As was widely expected, on Tuesday the Reserve Bank kept rates unchanged at 0.75%. However, it appears to be only a matter of time until the central bank takes rates down one further notch.

According to the latest cash rate futures, a cut to 0.5% is being priced in as a near certainty by May of next year.

In light of this, if you haven’t done so already, now might be a good time to switch from term deposits into ASX dividend shares. Three dividend shares that I would buy are listed below:

BWP Trust (ASX: BWP)

I think BWP could be a good option for investors. It is a real estate investment trust which generates the majority of its income as the landlord of hardware giant Bunnings. In FY 2019 BWP achieved like-for-like rental growth of 2.3%, which supported a 2% increase in its distribution to 18.1 cents per unit (excluding its special dividend). One positive with its business model is that management has good visibility on its future earnings. As a result, it remains confident that it will be in a position to increase its distribution further in FY 2020. At present its units offer a trailing 4.3% distribution yield.

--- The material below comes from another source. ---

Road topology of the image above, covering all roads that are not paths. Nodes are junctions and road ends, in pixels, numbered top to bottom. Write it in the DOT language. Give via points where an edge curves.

Macquarie Group Ltd (ASX: MQG)

If you’re not a fan of the big four banks after recent developments but still want a little exposure to banking, then I think Macquarie could be a great alternative. I believe Macquarie is well-positioned for solid long term profit and dividend growth due to the quality and diversity of its operations and its talented management team. At present I estimate that Macquarie’s shares offer a partially franked forward dividend yield of 4.5%.

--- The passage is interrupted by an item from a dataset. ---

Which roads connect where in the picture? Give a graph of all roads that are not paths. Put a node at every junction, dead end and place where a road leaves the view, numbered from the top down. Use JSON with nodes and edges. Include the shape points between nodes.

Telstra Corporation Ltd (ASX: TLS)

With rational competition returning to the telco industry and the arrival of 5G internet, I believe Telstra’s outlook is improving greatly. In respect to the latter, I expect 5G to be a game-changer and feel Telstra’s leadership position in mobile and its world class network will allow it to fully leverage the benefits of the new technology. Other positives include the early success of its T22 strategy at cutting costs dramatically and the near completion of the NBN rollout. All in all, I believe a return to growth isn’t far away for the telco giant. At present its shares offer a trailing fully franked 4.3% dividend.

The post Beat low interest rates with these ASX dividend shares appeared first on Motley Fool Australia.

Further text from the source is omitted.